* [WORK TASK] Print the whole listing exactly as it appears, but skip the pictures.

┌──

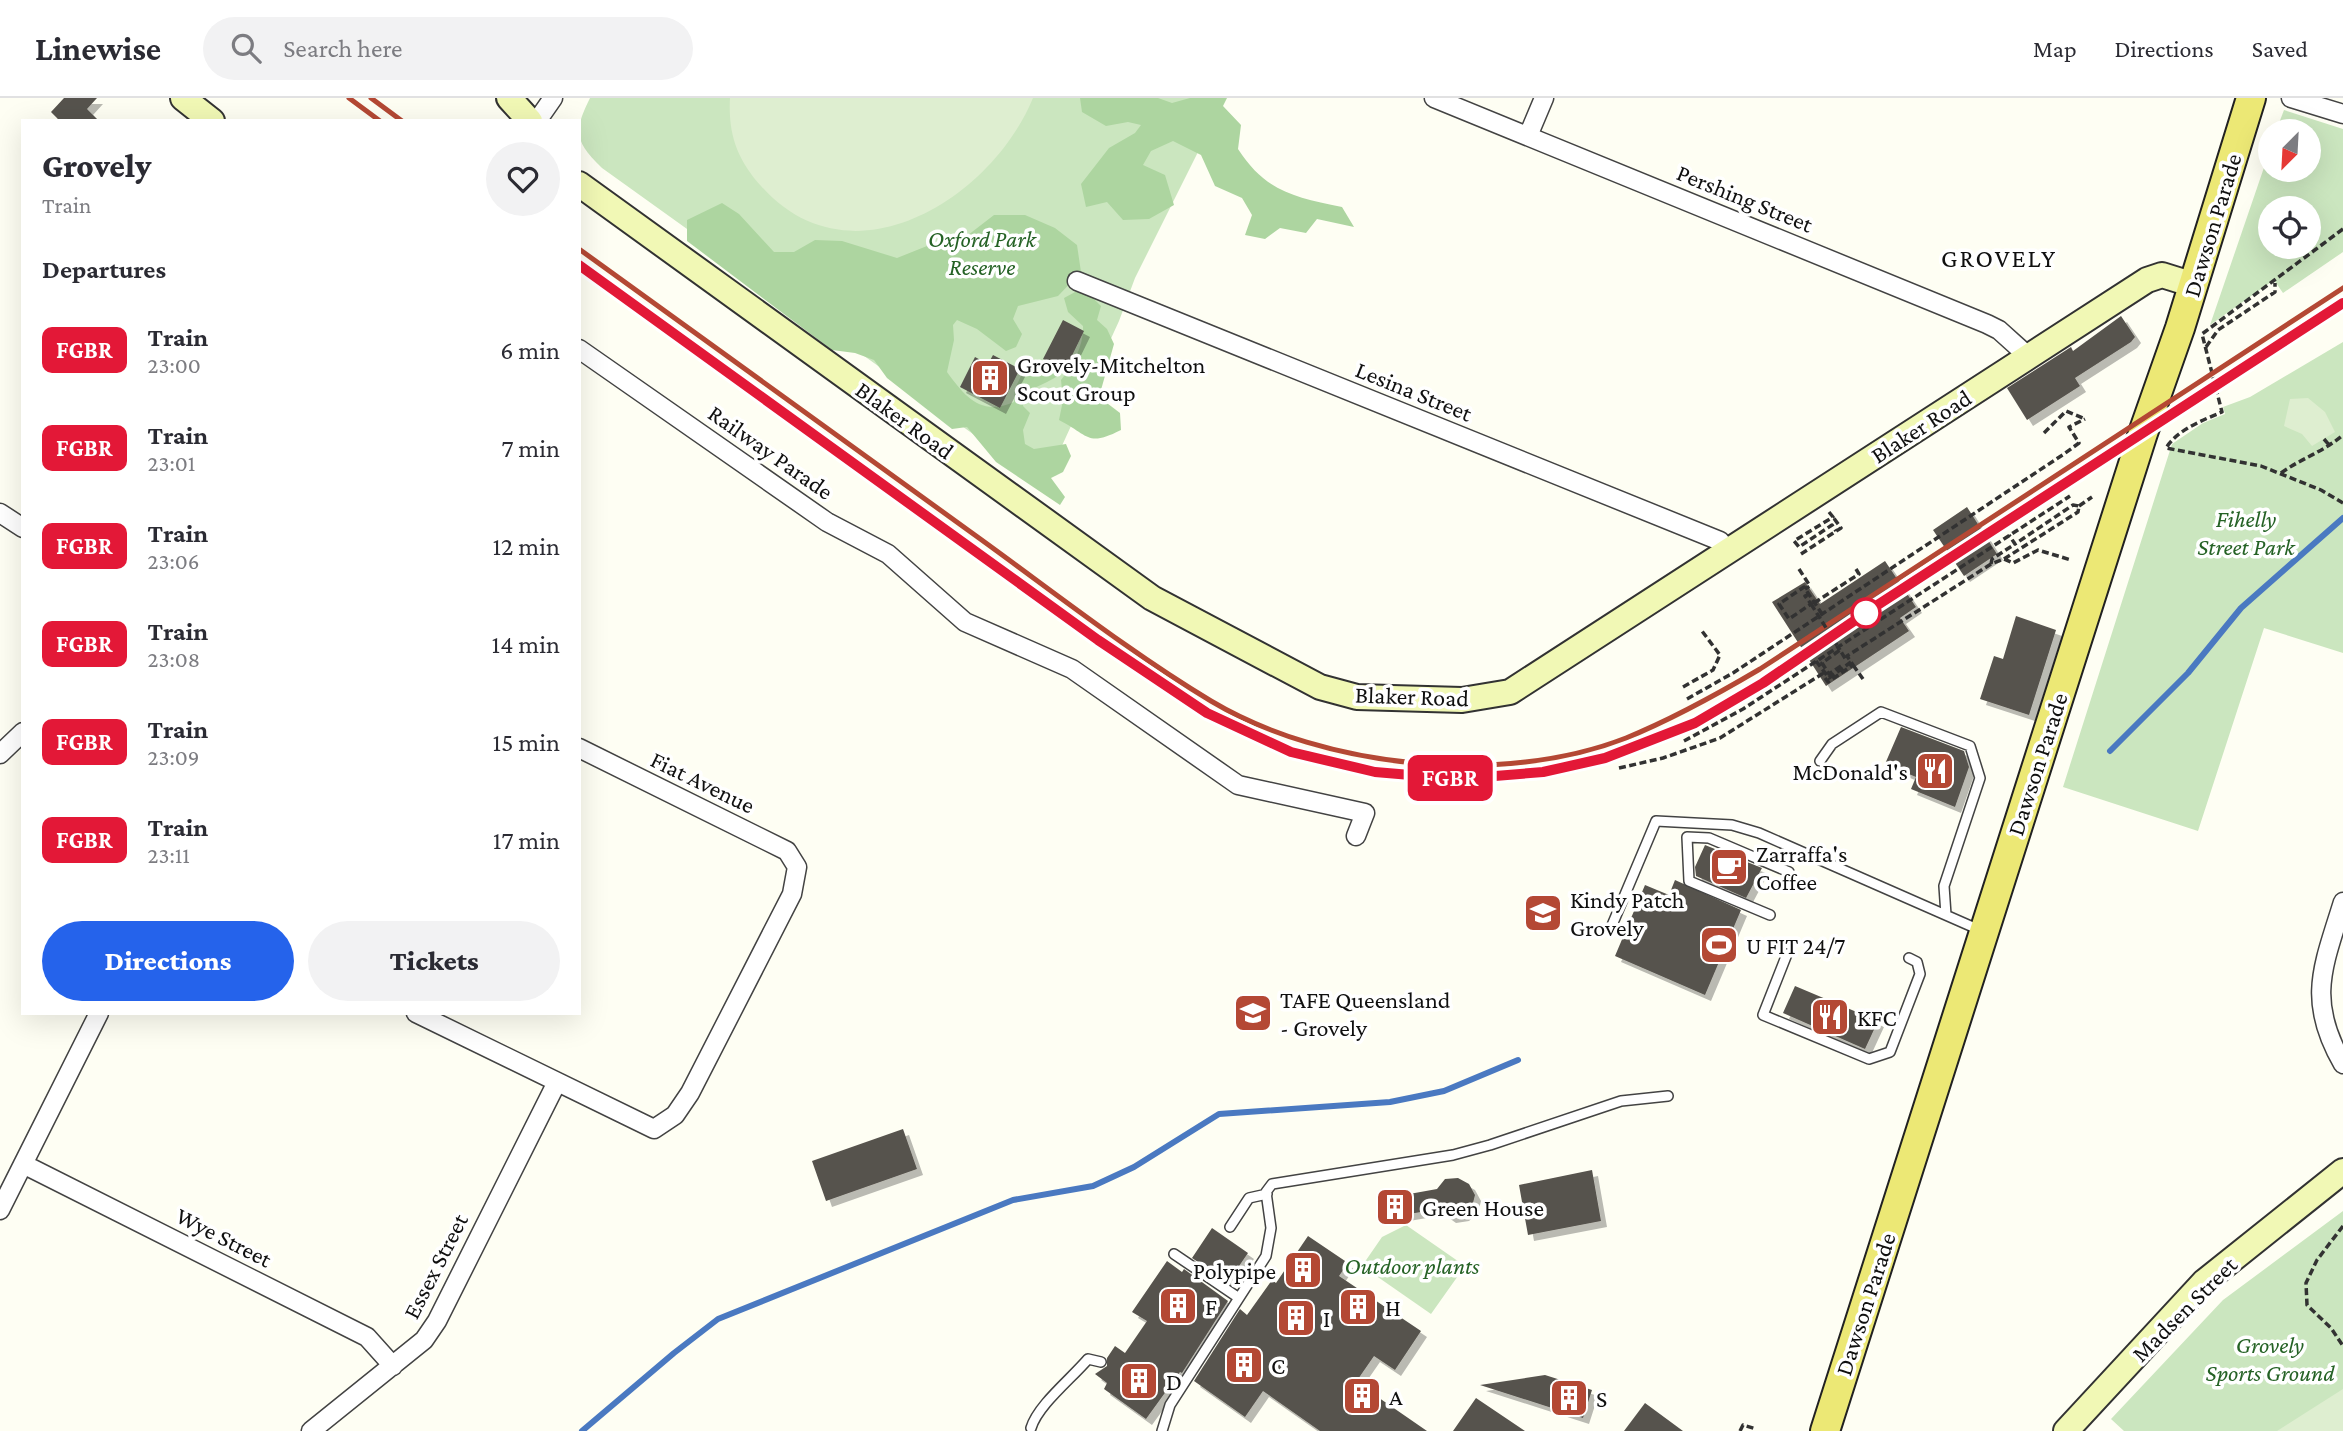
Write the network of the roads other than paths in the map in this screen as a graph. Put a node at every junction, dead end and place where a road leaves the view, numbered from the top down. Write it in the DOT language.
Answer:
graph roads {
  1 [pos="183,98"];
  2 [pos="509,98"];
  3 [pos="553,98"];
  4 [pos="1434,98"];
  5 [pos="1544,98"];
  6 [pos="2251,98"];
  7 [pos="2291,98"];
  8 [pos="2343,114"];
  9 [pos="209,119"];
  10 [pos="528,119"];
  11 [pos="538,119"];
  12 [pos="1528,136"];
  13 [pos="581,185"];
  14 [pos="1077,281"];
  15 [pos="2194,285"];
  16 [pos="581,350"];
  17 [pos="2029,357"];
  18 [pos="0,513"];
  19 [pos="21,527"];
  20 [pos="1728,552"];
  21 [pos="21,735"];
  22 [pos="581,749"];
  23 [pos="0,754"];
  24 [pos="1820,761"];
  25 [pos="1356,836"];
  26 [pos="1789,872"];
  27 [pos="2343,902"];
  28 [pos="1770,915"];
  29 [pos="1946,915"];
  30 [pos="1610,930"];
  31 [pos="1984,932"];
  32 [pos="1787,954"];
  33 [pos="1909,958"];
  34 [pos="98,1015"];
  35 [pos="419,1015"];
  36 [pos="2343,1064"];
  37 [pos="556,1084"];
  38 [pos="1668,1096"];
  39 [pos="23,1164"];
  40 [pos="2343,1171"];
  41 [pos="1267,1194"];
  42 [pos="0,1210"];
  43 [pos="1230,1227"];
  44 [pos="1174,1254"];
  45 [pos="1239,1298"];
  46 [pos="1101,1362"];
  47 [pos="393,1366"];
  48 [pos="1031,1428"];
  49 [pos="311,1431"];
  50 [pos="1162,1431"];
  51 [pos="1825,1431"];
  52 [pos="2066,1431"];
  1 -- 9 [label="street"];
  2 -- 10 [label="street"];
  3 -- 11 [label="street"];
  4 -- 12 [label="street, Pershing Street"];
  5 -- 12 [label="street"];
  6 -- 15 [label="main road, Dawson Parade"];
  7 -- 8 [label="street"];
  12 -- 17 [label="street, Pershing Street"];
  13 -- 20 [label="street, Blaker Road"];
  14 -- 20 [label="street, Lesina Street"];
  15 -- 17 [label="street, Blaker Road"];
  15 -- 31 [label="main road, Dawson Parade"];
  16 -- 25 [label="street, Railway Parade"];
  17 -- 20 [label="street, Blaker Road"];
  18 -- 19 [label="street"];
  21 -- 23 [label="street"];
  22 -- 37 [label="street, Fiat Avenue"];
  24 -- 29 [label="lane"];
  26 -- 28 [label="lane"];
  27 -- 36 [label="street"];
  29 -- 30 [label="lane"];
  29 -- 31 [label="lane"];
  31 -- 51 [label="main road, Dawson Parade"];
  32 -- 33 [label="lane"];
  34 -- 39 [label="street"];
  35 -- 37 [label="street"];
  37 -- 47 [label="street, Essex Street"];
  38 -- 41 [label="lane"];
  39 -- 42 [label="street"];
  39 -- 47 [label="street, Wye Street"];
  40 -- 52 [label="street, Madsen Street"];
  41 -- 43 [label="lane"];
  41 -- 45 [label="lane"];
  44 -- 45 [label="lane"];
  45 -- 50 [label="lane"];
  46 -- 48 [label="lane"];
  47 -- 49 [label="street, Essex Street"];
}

└──

* [RESULT FOR THIS EXERCISE]
Write the network of the roads other than paths in the map in this screen as a graph. Put a node at every junction, dead end and place where a road leaves the view, numbered from the top down. Write it in the DOT language.
Answer:
graph roads {
  1 [pos="183,98"];
  2 [pos="509,98"];
  3 [pos="553,98"];
  4 [pos="1434,98"];
  5 [pos="1544,98"];
  6 [pos="2251,98"];
  7 [pos="2291,98"];
  8 [pos="2343,114"];
  9 [pos="209,119"];
  10 [pos="528,119"];
  11 [pos="538,119"];
  12 [pos="1528,136"];
  13 [pos="581,185"];
  14 [pos="1077,281"];
  15 [pos="2194,285"];
  16 [pos="581,350"];
  17 [pos="2029,357"];
  18 [pos="0,513"];
  19 [pos="21,527"];
  20 [pos="1728,552"];
  21 [pos="21,735"];
  22 [pos="581,749"];
  23 [pos="0,754"];
  24 [pos="1820,761"];
  25 [pos="1356,836"];
  26 [pos="1789,872"];
  27 [pos="2343,902"];
  28 [pos="1770,915"];
  29 [pos="1946,915"];
  30 [pos="1610,930"];
  31 [pos="1984,932"];
  32 [pos="1787,954"];
  33 [pos="1909,958"];
  34 [pos="98,1015"];
  35 [pos="419,1015"];
  36 [pos="2343,1064"];
  37 [pos="556,1084"];
  38 [pos="1668,1096"];
  39 [pos="23,1164"];
  40 [pos="2343,1171"];
  41 [pos="1267,1194"];
  42 [pos="0,1210"];
  43 [pos="1230,1227"];
  44 [pos="1174,1254"];
  45 [pos="1239,1298"];
  46 [pos="1101,1362"];
  47 [pos="393,1366"];
  48 [pos="1031,1428"];
  49 [pos="311,1431"];
  50 [pos="1162,1431"];
  51 [pos="1825,1431"];
  52 [pos="2066,1431"];
  1 -- 9 [label="street"];
  2 -- 10 [label="street"];
  3 -- 11 [label="street"];
  4 -- 12 [label="street, Pershing Street"];
  5 -- 12 [label="street"];
  6 -- 15 [label="main road, Dawson Parade"];
  7 -- 8 [label="street"];
  12 -- 17 [label="street, Pershing Street"];
  13 -- 20 [label="street, Blaker Road"];
  14 -- 20 [label="street, Lesina Street"];
  15 -- 17 [label="street, Blaker Road"];
  15 -- 31 [label="main road, Dawson Parade"];
  16 -- 25 [label="street, Railway Parade"];
  17 -- 20 [label="street, Blaker Road"];
  18 -- 19 [label="street"];
  21 -- 23 [label="street"];
  22 -- 37 [label="street, Fiat Avenue"];
  24 -- 29 [label="lane"];
  26 -- 28 [label="lane"];
  27 -- 36 [label="street"];
  29 -- 30 [label="lane"];
  29 -- 31 [label="lane"];
  31 -- 51 [label="main road, Dawson Parade"];
  32 -- 33 [label="lane"];
  34 -- 39 [label="street"];
  35 -- 37 [label="street"];
  37 -- 47 [label="street, Essex Street"];
  38 -- 41 [label="lane"];
  39 -- 42 [label="street"];
  39 -- 47 [label="street, Wye Street"];
  40 -- 52 [label="street, Madsen Street"];
  41 -- 43 [label="lane"];
  41 -- 45 [label="lane"];
  44 -- 45 [label="lane"];
  45 -- 50 [label="lane"];
  46 -- 48 [label="lane"];
  47 -- 49 [label="street, Essex Street"];
}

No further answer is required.